== INSTRUCTIONS FOR THE TASK ==
Among the entries that follow, find every line with the word "dead" and copy it.

[DATA EXTRACT — start]

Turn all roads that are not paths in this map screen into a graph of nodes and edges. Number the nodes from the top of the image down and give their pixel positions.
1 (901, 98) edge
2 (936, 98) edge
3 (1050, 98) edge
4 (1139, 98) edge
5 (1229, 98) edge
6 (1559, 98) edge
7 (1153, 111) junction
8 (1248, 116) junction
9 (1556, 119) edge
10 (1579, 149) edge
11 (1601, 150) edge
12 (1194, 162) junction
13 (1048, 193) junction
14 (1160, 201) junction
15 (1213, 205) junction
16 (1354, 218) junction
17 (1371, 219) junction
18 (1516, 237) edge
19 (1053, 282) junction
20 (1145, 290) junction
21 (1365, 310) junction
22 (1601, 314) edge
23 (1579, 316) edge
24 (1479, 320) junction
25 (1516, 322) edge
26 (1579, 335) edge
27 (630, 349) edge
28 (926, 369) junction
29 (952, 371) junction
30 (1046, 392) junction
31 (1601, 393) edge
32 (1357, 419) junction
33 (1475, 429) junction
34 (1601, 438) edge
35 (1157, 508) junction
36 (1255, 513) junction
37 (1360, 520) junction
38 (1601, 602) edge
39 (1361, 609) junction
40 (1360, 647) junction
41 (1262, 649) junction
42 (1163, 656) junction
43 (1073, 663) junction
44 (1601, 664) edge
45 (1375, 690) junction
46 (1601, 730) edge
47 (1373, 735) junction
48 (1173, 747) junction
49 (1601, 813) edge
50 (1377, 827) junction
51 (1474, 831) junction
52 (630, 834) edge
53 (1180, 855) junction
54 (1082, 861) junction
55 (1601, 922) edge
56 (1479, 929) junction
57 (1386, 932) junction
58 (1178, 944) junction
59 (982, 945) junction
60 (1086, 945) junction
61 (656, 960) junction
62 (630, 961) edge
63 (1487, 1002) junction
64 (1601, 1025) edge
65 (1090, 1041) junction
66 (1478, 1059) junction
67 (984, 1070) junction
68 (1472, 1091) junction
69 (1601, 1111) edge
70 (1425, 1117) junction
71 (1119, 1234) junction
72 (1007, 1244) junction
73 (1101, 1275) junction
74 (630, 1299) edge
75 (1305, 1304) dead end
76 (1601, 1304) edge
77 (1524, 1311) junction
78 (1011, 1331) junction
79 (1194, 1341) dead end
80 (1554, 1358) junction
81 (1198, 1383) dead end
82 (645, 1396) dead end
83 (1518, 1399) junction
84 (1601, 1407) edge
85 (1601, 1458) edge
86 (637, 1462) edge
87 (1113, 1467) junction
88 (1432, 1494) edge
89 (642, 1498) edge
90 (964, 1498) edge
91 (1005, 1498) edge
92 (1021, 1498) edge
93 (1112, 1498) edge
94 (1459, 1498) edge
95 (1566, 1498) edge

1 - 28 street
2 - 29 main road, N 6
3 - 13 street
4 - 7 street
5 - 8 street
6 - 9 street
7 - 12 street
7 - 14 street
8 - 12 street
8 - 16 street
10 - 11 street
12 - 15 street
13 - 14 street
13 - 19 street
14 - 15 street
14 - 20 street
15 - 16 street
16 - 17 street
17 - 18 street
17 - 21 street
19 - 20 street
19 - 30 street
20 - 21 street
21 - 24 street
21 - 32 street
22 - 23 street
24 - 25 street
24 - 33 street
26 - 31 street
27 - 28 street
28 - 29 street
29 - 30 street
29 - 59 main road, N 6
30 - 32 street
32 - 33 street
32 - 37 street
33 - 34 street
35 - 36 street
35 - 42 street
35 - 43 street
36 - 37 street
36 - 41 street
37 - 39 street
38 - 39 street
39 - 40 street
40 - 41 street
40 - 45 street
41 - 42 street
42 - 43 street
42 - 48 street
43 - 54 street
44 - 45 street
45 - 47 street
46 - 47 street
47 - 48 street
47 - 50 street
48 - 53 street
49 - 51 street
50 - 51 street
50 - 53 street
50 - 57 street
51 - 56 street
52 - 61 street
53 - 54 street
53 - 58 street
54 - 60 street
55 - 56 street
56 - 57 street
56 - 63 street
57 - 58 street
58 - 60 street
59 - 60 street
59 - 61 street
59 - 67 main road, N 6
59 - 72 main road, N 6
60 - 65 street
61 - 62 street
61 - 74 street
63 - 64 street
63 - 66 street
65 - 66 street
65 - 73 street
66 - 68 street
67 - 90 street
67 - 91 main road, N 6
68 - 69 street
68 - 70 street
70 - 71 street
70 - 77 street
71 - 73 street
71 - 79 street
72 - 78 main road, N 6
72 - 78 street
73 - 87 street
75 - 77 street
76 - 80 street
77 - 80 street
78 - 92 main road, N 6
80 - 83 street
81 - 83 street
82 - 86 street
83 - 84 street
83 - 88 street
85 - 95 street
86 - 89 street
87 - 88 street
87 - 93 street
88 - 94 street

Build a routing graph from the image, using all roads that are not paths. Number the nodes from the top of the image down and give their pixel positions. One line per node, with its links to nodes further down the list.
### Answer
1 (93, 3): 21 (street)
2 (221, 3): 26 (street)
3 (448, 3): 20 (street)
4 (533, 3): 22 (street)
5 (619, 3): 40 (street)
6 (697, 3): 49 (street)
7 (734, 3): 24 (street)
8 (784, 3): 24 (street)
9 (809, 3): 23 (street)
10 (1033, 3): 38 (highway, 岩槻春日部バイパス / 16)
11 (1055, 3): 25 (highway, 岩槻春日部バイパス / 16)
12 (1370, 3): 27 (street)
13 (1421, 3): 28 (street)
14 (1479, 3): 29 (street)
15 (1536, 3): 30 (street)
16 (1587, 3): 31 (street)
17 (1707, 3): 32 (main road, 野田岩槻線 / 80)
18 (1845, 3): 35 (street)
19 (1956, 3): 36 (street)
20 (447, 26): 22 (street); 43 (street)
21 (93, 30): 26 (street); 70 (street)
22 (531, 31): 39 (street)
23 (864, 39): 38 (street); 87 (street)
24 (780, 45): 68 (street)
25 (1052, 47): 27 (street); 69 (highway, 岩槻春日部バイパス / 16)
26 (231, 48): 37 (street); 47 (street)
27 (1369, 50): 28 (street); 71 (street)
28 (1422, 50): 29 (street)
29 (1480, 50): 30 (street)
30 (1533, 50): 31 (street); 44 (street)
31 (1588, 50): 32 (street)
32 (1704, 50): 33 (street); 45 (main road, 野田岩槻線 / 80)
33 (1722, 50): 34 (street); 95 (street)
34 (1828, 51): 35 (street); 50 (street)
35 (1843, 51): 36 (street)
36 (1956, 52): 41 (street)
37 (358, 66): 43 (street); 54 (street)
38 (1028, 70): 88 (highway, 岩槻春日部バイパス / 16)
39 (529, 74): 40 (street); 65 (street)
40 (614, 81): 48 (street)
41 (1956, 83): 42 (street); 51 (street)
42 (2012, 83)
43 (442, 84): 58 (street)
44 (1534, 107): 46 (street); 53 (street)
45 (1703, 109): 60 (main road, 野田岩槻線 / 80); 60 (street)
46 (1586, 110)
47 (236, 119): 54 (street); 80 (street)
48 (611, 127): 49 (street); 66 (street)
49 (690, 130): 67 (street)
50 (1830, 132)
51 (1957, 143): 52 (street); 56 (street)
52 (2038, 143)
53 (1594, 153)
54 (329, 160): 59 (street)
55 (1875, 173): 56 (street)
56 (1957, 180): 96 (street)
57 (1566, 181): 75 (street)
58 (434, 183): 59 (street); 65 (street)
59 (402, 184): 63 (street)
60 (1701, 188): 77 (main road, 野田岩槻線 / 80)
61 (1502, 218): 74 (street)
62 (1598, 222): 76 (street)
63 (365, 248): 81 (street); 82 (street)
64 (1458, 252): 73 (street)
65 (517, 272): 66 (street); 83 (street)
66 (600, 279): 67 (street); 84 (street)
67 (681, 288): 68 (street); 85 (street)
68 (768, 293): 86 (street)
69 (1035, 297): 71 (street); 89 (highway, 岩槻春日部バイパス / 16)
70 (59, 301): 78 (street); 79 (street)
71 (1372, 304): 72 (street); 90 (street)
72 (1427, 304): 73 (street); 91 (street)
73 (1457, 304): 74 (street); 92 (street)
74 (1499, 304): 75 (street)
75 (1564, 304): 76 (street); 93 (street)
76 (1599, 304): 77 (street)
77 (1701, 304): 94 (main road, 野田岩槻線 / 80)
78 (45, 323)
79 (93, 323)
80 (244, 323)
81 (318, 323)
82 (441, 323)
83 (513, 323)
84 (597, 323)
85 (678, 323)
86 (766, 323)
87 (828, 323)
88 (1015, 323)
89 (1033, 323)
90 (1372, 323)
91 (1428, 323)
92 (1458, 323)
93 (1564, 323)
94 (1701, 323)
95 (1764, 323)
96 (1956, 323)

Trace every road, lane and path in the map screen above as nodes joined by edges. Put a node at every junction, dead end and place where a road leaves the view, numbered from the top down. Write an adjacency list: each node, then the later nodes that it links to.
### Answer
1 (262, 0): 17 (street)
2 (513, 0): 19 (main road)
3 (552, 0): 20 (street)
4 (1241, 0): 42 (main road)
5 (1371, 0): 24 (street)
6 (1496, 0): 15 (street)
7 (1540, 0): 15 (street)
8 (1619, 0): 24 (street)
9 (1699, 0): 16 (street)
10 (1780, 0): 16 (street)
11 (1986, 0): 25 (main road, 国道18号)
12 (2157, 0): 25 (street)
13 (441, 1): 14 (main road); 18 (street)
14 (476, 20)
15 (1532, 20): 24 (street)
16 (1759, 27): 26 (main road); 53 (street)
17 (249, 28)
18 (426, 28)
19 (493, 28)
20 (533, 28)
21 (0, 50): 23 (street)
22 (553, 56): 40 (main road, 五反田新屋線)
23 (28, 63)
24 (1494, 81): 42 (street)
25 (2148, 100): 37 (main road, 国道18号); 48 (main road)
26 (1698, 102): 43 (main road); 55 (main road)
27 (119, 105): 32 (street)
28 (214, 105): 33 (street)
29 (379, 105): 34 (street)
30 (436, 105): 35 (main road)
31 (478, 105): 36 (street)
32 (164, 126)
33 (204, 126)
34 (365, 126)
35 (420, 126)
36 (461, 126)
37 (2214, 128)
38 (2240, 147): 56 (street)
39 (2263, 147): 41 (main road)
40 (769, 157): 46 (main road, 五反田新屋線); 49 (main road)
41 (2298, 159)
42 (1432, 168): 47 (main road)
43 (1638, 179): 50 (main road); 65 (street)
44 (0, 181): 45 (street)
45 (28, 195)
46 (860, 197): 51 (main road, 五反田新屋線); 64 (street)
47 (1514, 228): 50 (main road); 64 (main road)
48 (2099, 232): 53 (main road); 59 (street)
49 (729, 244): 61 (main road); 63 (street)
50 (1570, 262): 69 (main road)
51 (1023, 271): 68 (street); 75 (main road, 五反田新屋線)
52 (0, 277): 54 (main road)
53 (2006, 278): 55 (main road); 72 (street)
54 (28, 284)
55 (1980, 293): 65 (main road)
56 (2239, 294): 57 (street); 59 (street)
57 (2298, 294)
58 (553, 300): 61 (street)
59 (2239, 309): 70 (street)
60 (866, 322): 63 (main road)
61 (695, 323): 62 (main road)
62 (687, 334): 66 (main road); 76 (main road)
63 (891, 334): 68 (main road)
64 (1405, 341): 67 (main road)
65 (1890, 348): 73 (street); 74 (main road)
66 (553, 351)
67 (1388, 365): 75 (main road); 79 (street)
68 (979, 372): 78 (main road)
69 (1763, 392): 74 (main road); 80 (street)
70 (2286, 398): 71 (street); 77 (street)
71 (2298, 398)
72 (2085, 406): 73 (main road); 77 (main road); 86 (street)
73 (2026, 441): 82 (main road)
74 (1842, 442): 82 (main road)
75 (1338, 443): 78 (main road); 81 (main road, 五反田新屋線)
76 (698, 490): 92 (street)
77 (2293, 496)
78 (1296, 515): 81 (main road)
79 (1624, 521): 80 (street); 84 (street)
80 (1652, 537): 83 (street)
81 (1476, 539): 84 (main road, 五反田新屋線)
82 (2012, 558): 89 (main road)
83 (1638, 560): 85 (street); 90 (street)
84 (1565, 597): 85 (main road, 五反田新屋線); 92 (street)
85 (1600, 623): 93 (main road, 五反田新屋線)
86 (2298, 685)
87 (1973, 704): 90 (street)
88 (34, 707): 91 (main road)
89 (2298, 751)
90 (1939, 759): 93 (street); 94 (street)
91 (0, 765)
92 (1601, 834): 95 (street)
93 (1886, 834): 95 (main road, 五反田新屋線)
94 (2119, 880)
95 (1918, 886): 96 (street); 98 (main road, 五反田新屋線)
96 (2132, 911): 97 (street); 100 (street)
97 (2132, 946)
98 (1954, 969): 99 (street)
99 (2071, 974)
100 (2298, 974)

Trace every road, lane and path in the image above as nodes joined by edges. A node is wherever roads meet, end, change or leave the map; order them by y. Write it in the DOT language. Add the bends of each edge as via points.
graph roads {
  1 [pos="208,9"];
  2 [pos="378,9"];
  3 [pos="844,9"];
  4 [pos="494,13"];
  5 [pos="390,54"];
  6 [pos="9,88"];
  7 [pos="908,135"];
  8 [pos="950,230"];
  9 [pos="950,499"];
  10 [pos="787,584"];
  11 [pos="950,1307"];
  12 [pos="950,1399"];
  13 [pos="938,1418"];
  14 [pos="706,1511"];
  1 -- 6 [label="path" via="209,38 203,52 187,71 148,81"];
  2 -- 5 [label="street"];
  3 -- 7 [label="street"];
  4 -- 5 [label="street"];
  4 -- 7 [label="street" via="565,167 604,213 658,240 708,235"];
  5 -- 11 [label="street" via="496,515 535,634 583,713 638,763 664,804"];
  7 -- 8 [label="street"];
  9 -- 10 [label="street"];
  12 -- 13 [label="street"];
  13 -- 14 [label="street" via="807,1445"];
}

[DATA EXTRACT — finish]

== WRITTEN RESPONSE ==
75 (1305, 1304) dead end
79 (1194, 1341) dead end
81 (1198, 1383) dead end
82 (645, 1396) dead end
Trace every road, lane and path in the map screen above as nodes joined by edges. Put a node at every junction, dead end and place where a road leaves the view, numbered from the top down. Write an adjacency list: each node, then the later nodes that it links to.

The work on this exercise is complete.